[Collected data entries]
____________
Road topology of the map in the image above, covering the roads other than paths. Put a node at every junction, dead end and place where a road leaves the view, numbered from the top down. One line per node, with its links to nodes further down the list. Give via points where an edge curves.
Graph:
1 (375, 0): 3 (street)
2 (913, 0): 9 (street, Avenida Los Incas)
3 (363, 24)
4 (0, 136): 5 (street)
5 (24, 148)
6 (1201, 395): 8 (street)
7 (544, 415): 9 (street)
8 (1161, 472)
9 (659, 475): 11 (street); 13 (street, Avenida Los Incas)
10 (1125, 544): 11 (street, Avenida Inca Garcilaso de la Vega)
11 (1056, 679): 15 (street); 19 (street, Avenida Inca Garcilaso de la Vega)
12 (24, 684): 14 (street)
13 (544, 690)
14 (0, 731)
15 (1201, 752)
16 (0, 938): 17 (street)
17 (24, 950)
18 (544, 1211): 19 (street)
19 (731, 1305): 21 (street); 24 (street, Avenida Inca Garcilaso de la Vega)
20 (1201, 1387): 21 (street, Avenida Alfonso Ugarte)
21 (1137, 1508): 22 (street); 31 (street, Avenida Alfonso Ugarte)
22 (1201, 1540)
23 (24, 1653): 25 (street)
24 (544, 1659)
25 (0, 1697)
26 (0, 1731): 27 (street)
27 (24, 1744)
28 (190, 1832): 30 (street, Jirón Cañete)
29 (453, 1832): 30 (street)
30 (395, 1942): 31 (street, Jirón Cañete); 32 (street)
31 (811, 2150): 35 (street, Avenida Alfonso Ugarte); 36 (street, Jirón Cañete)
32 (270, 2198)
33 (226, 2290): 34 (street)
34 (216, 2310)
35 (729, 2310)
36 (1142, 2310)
____________
When you answer, return the records above exactly as they stand.

Road topology of the map in the image above, covering the roads other than paths. Put a node at every junction, dead end and place where a road leaves the view, numbered from the top down. One line per node, with its links to nodes further down the list. Give via points where an edge curves.
Graph:
1 (375, 0): 3 (street)
2 (913, 0): 9 (street, Avenida Los Incas)
3 (363, 24)
4 (0, 136): 5 (street)
5 (24, 148)
6 (1201, 395): 8 (street)
7 (544, 415): 9 (street)
8 (1161, 472)
9 (659, 475): 11 (street); 13 (street, Avenida Los Incas)
10 (1125, 544): 11 (street, Avenida Inca Garcilaso de la Vega)
11 (1056, 679): 15 (street); 19 (street, Avenida Inca Garcilaso de la Vega)
12 (24, 684): 14 (street)
13 (544, 690)
14 (0, 731)
15 (1201, 752)
16 (0, 938): 17 (street)
17 (24, 950)
18 (544, 1211): 19 (street)
19 (731, 1305): 21 (street); 24 (street, Avenida Inca Garcilaso de la Vega)
20 (1201, 1387): 21 (street, Avenida Alfonso Ugarte)
21 (1137, 1508): 22 (street); 31 (street, Avenida Alfonso Ugarte)
22 (1201, 1540)
23 (24, 1653): 25 (street)
24 (544, 1659)
25 (0, 1697)
26 (0, 1731): 27 (street)
27 (24, 1744)
28 (190, 1832): 30 (street, Jirón Cañete)
29 (453, 1832): 30 (street)
30 (395, 1942): 31 (street, Jirón Cañete); 32 (street)
31 (811, 2150): 35 (street, Avenida Alfonso Ugarte); 36 (street, Jirón Cañete)
32 (270, 2198)
33 (226, 2290): 34 (street)
34 (216, 2310)
35 (729, 2310)
36 (1142, 2310)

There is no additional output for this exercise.